"""
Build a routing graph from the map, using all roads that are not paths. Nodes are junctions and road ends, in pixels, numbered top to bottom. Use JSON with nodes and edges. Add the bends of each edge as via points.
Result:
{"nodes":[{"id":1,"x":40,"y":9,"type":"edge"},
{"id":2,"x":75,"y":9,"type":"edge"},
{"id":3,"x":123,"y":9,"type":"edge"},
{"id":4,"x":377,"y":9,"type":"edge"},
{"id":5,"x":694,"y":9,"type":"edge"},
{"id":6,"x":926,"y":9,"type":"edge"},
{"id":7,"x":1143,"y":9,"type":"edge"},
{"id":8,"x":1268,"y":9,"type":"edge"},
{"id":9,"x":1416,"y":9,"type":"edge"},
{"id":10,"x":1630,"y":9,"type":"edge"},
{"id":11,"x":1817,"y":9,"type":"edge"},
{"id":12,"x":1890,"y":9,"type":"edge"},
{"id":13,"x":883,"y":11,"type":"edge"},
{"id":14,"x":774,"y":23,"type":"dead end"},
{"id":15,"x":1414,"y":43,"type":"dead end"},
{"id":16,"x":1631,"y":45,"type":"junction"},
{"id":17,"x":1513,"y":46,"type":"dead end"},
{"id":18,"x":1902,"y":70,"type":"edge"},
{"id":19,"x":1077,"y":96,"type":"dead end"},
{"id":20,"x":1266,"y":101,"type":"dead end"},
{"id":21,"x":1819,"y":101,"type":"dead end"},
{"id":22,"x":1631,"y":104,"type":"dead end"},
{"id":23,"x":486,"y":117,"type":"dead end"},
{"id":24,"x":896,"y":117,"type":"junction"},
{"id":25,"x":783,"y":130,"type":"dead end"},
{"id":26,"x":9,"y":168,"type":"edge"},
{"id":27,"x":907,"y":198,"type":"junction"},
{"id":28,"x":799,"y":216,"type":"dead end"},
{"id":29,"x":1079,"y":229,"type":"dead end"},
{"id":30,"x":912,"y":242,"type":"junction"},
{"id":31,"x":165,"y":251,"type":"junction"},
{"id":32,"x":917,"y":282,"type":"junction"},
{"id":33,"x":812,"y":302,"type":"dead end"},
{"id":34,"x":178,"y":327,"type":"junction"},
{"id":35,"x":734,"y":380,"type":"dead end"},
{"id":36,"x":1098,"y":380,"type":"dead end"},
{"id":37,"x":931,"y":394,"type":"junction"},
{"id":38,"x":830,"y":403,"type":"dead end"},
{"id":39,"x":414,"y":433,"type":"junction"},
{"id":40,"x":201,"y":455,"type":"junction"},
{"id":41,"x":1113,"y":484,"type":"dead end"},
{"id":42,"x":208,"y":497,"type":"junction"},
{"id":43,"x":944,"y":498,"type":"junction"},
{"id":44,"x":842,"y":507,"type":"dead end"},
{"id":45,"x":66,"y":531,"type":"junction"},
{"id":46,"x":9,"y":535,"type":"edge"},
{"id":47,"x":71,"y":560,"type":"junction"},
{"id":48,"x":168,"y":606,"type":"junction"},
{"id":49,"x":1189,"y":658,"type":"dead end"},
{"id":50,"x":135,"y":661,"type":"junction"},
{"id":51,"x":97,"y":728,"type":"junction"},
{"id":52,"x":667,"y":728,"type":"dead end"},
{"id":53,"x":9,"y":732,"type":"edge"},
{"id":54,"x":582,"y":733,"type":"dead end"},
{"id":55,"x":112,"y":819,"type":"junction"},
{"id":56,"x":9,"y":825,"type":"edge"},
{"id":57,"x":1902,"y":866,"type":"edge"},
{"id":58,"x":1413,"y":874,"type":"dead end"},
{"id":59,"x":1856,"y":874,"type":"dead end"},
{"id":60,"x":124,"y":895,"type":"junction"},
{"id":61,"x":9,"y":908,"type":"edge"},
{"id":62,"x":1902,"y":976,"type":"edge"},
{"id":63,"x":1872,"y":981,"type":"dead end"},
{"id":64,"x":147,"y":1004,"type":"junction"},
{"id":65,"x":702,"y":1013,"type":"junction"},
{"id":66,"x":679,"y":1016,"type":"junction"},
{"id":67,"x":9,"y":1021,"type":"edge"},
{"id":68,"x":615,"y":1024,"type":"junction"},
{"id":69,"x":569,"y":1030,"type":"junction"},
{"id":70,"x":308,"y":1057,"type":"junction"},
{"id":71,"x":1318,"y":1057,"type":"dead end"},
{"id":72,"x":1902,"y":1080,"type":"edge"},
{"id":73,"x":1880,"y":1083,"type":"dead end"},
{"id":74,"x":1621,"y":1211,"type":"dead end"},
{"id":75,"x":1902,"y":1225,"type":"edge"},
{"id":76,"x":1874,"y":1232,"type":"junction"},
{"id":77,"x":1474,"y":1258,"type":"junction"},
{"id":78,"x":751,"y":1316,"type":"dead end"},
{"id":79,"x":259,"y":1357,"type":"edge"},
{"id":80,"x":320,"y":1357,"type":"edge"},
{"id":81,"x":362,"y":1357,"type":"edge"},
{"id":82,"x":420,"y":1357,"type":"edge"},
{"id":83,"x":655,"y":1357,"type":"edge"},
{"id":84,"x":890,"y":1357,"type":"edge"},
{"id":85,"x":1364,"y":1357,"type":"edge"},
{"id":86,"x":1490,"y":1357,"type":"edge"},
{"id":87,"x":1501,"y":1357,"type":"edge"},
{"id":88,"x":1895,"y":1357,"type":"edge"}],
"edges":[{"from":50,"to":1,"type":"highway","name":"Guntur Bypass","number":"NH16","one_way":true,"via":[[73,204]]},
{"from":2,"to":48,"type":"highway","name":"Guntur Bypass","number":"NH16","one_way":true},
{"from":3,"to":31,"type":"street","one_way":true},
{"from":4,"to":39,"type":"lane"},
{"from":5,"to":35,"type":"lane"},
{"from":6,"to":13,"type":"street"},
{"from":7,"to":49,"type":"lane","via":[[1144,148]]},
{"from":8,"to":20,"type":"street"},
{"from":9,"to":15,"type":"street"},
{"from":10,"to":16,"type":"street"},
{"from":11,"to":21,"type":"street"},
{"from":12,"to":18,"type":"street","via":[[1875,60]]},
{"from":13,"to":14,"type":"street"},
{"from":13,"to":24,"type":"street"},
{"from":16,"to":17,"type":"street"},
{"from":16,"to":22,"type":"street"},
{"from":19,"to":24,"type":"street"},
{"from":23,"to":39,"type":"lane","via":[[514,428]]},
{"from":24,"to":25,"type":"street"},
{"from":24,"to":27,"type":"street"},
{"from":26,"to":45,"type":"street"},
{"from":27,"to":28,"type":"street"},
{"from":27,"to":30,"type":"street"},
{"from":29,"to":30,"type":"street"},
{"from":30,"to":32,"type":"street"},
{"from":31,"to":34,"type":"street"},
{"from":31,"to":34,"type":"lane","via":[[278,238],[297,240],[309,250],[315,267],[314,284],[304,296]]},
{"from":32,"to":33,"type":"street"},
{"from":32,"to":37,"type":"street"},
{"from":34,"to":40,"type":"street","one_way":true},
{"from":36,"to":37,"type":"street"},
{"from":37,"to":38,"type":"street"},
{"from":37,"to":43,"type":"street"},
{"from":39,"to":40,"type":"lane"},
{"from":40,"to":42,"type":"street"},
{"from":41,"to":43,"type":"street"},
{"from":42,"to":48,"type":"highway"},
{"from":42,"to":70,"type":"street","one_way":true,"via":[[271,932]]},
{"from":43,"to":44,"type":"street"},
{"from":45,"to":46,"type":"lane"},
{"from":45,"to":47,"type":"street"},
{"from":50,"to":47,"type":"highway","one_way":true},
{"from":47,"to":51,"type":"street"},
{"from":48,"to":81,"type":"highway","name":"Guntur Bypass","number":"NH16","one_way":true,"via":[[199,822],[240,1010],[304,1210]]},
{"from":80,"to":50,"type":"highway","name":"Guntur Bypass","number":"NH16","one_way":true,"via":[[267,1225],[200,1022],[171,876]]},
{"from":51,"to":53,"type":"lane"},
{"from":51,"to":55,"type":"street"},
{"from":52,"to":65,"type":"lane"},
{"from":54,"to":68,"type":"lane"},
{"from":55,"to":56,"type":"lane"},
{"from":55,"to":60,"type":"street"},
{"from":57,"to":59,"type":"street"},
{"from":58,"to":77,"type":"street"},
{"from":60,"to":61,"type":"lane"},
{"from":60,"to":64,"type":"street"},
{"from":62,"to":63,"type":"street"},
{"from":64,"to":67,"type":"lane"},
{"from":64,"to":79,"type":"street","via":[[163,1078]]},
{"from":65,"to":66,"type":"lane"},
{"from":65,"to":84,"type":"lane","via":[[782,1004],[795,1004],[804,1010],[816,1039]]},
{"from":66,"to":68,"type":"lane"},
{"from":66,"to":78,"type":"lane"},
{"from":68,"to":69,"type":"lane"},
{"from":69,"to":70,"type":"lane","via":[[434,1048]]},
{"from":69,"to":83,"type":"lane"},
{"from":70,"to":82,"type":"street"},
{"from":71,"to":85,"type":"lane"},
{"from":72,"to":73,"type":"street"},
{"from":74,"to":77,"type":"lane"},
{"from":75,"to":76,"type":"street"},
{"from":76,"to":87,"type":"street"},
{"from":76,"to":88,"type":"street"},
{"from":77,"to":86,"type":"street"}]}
"""
-- Prompt --
Tally the lines of the listing in which the word "nodes" occurs, and state the total alone.

-- Answer space --
2